[Opening MATERIAL FOR THE TASK section]

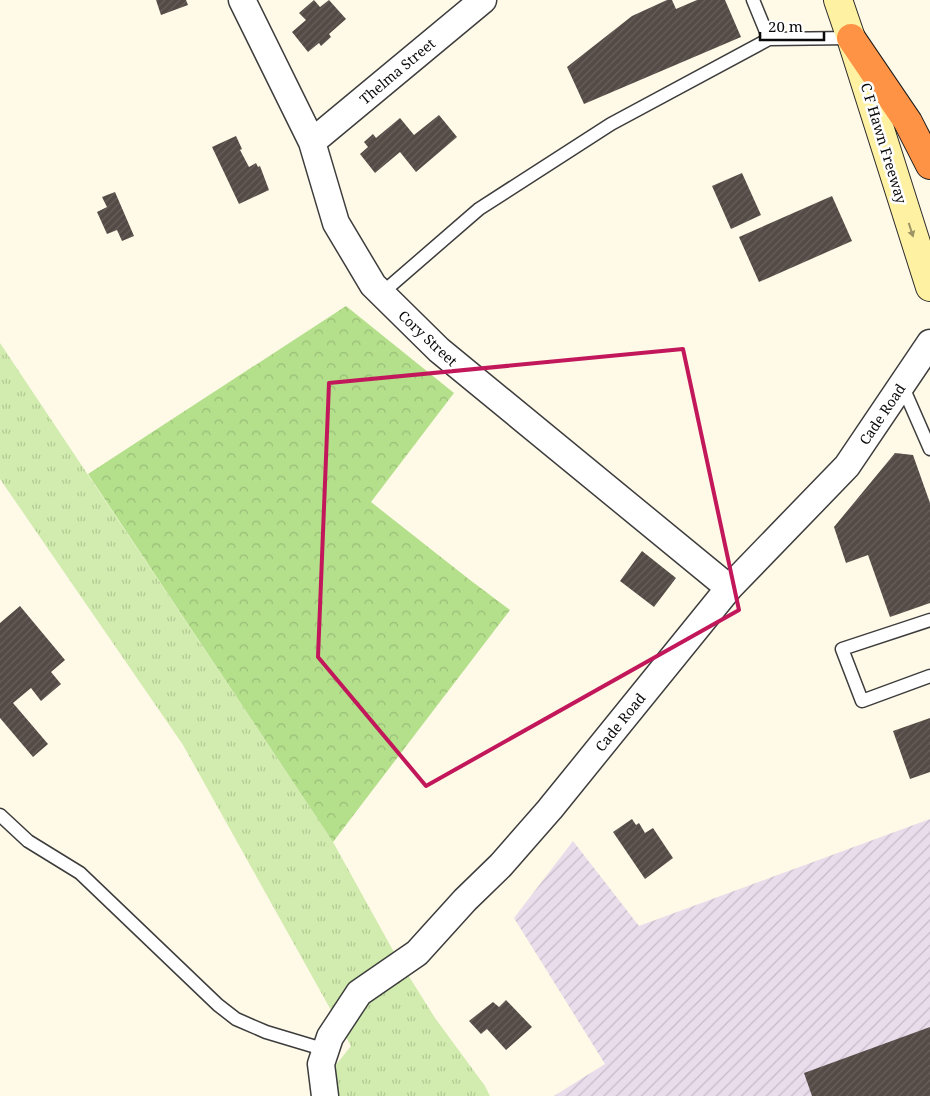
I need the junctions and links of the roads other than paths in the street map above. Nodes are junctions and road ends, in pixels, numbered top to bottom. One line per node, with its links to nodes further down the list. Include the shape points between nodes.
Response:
1 (242, 0): 7 (street, Cory Street)
2 (483, 0): 7 (street, Thelma Street)
3 (753, 0): 6 (lane)
4 (838, 0): 5 (main road, C F Hawn Freeway)
5 (851, 38): 6 (lane); 8 (highway, via 908,122); 9 (main road, C F Hawn Freeway, one-way to 9)
6 (769, 39): 10 (lane, via 611,124 479,209)
7 (312, 142): 10 (street, Cory Street, via 336,223 373,285)
8 (930, 164)
9 (930, 287)
10 (382, 293): 14 (street, Cory Street, via 439,350)
11 (930, 343): 12 (street, Cade Road)
12 (902, 385): 13 (lane); 14 (street, Cade Road, via 847,466)
13 (930, 449)
14 (729, 588): 18 (street, Cade Road, via 501,865 417,953 359,993 330,1037)
15 (930, 620): 16 (lane, via 842,649 862,701)
16 (930, 676)
17 (0, 815): 18 (lane, via 28,841 80,873 236,1019 266,1032)
18 (326, 1050): 19 (street, Cade Road, via 321,1064)
19 (325, 1096)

[Closing MATERIAL FOR THE TASK section]

**WORK REQUIRED**
Top to bottom, retype the listing exactly but drop every picture.

**TASK ANSWER**
I need the junctions and links of the roads other than paths in the street map above. Nodes are junctions and road ends, in pixels, numbered top to bottom. One line per node, with its links to nodes further down the list. Include the shape points between nodes.
Response:
1 (242, 0): 7 (street, Cory Street)
2 (483, 0): 7 (street, Thelma Street)
3 (753, 0): 6 (lane)
4 (838, 0): 5 (main road, C F Hawn Freeway)
5 (851, 38): 6 (lane); 8 (highway, via 908,122); 9 (main road, C F Hawn Freeway, one-way to 9)
6 (769, 39): 10 (lane, via 611,124 479,209)
7 (312, 142): 10 (street, Cory Street, via 336,223 373,285)
8 (930, 164)
9 (930, 287)
10 (382, 293): 14 (street, Cory Street, via 439,350)
11 (930, 343): 12 (street, Cade Road)
12 (902, 385): 13 (lane); 14 (street, Cade Road, via 847,466)
13 (930, 449)
14 (729, 588): 18 (street, Cade Road, via 501,865 417,953 359,993 330,1037)
15 (930, 620): 16 (lane, via 842,649 862,701)
16 (930, 676)
17 (0, 815): 18 (lane, via 28,841 80,873 236,1019 266,1032)
18 (326, 1050): 19 (street, Cade Road, via 321,1064)
19 (325, 1096)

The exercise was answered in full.